The Retired Doc’s Thoughts has an interesting post as well.

“When regulators or policy makers succeed in improving the quality of care provided by some doctors, do patients even notice and/or care?” This is the question which Kenneth L. Leonard attempts to answer. Davies and Ware (1988) do state that patient satisfaction is correlated with average quality levels. One problem with most studies is that quality improvements take place over a long period of time. It is possible that as quality improves, patient expectations also increase and thus overall reported patient satisfaction may be unaffected.

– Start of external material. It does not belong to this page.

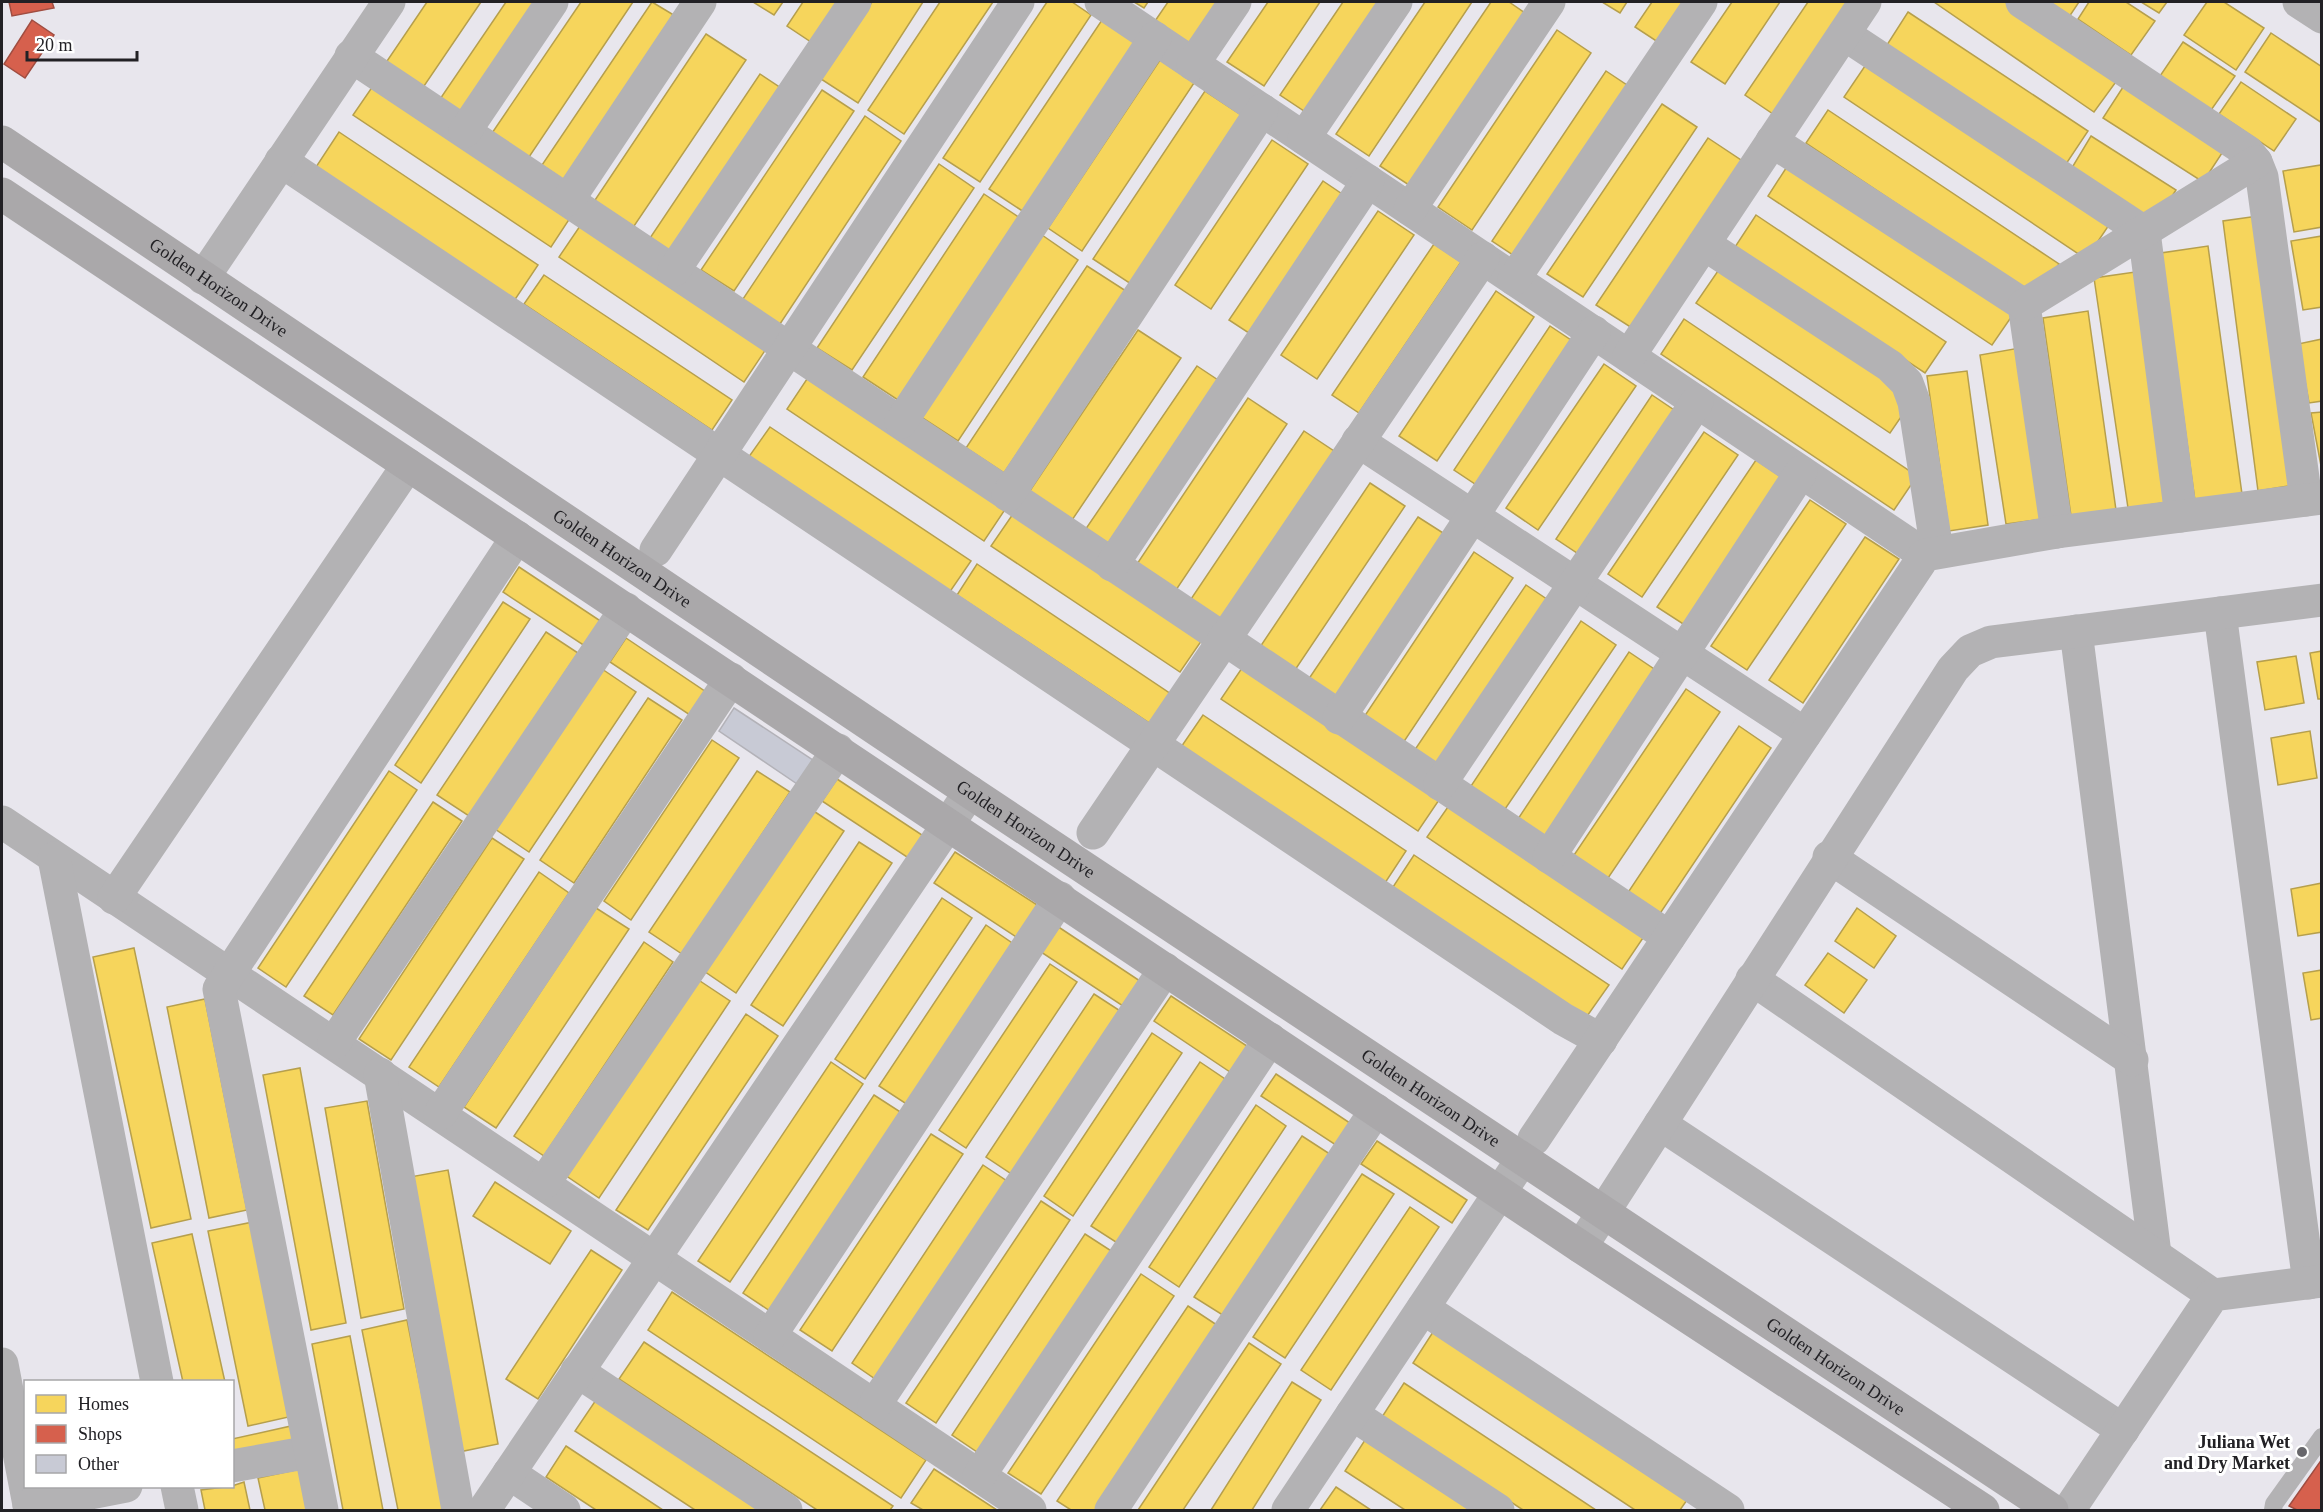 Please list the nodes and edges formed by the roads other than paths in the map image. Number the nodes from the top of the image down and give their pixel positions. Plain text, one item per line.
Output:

How does a researcher get an exogenous change in quality? Leonard uses the Hawthorne Effect. The Hawthorne effect states that quality will improve whenever there is a change in environment. In this study, doctors are observed by researchers. The study finds that objective measures of quality improve immediately after researchers arrive, but the quality improvement slowly decays over time until after about 10 observations, the doctor returns to their original quality level.

So, do patients actually notice this quality improvement? Leonard find that:

Patient do, in fact, recognize and value quality care. A 1% increase in protocol adherence (from an average adherence of about 53%) is associated with about a 0.40% increase in the probability that a patient will declare the consultation to have been “very good” (from an average level of about 12%).